TASK GOAL —
Look through the data below and show every line that includes "Left".

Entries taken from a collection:
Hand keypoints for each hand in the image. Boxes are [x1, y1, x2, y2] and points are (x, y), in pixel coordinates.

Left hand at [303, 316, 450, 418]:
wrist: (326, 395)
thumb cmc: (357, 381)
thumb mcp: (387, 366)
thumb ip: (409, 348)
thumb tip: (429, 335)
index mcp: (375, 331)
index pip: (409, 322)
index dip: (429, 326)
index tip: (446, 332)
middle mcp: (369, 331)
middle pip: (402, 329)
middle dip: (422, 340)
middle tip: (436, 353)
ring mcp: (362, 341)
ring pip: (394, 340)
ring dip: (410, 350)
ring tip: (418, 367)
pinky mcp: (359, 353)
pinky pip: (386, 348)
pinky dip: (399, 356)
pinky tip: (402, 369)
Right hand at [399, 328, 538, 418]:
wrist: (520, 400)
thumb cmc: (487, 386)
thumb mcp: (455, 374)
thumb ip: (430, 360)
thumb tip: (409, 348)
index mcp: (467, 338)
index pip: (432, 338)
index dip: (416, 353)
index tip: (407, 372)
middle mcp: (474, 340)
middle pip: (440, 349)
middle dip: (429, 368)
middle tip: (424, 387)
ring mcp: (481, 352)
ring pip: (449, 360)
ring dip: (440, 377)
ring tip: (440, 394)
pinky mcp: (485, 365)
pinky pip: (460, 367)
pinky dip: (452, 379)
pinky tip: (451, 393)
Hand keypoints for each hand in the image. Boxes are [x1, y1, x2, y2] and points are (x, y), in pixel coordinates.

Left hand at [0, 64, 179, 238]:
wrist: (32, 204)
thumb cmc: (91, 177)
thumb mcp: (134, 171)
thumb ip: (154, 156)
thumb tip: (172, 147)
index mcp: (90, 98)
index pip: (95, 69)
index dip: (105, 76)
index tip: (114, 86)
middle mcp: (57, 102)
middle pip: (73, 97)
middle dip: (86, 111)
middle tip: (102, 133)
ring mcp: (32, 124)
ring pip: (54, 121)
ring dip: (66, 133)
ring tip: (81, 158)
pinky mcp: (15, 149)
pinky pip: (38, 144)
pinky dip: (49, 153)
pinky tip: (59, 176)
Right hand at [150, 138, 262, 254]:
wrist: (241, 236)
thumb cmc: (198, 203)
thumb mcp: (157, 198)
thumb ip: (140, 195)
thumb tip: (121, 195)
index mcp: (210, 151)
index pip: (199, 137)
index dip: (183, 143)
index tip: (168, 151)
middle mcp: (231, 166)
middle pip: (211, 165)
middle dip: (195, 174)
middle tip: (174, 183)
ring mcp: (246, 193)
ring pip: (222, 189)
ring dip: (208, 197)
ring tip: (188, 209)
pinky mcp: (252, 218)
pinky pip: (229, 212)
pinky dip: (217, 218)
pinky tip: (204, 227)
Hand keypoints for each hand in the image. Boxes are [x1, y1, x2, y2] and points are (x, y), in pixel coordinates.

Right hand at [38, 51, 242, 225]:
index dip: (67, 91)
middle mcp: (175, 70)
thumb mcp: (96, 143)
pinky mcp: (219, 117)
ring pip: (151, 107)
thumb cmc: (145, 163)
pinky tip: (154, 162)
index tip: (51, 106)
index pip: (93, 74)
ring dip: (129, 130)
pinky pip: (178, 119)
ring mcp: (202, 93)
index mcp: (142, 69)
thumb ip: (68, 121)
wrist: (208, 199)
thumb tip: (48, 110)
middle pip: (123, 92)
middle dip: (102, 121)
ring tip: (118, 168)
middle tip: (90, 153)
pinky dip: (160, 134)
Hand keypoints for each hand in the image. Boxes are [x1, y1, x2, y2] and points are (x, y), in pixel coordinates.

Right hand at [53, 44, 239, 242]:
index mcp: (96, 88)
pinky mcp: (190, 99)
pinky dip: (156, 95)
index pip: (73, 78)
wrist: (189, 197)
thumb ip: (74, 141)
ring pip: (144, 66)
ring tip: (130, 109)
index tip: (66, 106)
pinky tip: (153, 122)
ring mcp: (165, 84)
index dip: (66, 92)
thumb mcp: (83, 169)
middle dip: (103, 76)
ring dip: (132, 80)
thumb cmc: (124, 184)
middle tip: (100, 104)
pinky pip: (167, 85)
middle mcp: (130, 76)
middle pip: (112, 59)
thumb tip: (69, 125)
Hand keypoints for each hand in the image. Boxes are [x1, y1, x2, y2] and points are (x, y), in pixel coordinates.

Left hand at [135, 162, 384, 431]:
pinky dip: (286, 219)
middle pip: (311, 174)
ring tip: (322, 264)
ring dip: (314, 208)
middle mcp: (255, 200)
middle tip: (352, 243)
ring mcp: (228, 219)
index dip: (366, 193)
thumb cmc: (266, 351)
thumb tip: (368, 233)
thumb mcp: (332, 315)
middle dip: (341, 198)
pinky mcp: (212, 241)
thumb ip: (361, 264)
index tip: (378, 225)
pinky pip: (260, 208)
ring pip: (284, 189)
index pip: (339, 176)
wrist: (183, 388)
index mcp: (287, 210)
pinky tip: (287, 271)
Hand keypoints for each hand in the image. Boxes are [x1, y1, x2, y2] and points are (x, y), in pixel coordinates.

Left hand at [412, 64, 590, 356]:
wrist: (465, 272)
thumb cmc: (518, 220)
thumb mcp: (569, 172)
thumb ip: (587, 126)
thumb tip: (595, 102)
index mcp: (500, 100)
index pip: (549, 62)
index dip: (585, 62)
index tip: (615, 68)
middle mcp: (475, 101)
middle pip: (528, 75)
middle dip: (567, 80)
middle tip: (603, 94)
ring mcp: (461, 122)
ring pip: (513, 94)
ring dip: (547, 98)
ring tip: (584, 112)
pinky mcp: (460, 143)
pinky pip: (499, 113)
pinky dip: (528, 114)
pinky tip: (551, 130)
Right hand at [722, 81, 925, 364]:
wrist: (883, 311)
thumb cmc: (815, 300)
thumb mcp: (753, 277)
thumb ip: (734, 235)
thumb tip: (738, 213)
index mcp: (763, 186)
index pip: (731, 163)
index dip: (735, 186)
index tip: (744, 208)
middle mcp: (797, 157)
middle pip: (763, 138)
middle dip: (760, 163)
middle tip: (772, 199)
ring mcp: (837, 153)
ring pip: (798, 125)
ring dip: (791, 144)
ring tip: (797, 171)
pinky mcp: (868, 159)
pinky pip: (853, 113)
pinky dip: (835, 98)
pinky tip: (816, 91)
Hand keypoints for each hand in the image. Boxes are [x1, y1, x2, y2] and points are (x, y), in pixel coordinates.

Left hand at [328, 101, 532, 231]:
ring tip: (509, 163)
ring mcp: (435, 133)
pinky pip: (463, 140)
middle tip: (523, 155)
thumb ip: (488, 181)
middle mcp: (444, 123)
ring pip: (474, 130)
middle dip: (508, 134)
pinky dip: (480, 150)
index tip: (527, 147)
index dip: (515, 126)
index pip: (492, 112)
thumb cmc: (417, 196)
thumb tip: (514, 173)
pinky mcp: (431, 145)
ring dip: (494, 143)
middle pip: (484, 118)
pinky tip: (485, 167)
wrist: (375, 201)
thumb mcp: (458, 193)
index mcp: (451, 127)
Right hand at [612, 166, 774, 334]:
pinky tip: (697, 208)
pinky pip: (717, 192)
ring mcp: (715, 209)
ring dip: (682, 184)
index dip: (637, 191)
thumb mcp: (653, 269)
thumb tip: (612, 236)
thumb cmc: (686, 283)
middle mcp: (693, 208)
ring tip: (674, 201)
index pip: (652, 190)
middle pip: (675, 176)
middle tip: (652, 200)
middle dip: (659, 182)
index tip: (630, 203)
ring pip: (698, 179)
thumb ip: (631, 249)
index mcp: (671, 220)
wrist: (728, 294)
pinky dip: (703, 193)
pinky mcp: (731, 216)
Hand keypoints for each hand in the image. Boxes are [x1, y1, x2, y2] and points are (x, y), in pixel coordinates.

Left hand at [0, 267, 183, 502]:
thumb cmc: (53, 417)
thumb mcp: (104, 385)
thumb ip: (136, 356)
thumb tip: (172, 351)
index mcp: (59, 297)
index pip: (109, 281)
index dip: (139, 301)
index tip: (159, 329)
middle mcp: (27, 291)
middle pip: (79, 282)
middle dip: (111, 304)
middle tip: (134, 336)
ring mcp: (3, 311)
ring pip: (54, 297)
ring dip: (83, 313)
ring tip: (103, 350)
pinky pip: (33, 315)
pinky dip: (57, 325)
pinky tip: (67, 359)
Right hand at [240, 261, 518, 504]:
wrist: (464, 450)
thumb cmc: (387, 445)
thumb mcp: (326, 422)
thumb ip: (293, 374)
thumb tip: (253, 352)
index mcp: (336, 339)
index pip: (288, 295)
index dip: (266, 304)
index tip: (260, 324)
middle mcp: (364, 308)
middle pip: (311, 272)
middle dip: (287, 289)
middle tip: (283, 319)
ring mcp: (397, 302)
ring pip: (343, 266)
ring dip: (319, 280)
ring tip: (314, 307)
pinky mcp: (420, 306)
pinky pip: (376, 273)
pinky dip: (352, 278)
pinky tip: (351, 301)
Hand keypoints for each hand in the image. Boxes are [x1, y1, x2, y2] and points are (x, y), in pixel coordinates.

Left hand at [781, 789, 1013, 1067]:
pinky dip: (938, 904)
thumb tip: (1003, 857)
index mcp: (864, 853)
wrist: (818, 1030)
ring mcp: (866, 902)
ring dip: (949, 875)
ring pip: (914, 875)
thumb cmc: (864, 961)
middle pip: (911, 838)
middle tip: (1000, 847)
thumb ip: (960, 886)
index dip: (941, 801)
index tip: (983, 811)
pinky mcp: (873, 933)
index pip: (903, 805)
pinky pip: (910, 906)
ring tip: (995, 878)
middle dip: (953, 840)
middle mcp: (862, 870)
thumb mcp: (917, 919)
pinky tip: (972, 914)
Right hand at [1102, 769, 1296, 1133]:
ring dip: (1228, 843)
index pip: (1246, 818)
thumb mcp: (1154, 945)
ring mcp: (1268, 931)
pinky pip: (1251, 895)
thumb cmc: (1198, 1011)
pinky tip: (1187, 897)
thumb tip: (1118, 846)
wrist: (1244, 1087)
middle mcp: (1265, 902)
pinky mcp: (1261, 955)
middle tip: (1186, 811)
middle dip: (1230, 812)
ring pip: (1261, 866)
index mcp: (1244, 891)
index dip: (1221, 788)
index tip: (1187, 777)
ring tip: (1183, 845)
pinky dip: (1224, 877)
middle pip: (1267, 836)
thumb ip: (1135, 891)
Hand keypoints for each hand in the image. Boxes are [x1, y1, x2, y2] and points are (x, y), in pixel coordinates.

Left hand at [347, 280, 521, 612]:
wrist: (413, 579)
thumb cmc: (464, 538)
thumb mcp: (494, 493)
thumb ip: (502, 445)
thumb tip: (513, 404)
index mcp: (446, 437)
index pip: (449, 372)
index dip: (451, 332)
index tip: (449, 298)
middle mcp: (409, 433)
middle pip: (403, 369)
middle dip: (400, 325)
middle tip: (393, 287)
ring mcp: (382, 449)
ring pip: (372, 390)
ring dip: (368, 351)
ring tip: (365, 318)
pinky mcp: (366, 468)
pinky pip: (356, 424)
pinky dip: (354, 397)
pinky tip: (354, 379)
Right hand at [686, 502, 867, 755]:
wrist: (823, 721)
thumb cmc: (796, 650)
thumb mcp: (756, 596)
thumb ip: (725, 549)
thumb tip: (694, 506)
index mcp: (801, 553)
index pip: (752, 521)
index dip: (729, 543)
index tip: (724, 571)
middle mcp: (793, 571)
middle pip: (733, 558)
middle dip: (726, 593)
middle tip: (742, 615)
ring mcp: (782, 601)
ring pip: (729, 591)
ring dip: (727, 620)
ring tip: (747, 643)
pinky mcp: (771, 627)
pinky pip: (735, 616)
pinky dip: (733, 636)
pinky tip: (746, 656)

RESULT OF THIS EXERCISE —
Left hand at [303, 316, 450, 418]:
Left hand at [0, 64, 179, 238]:
Left hand at [135, 162, 384, 431]:
Left hand at [412, 64, 590, 356]:
Left hand at [328, 101, 532, 231]:
Left hand at [0, 267, 183, 502]:
Left hand at [781, 789, 1013, 1067]:
Left hand at [347, 280, 521, 612]:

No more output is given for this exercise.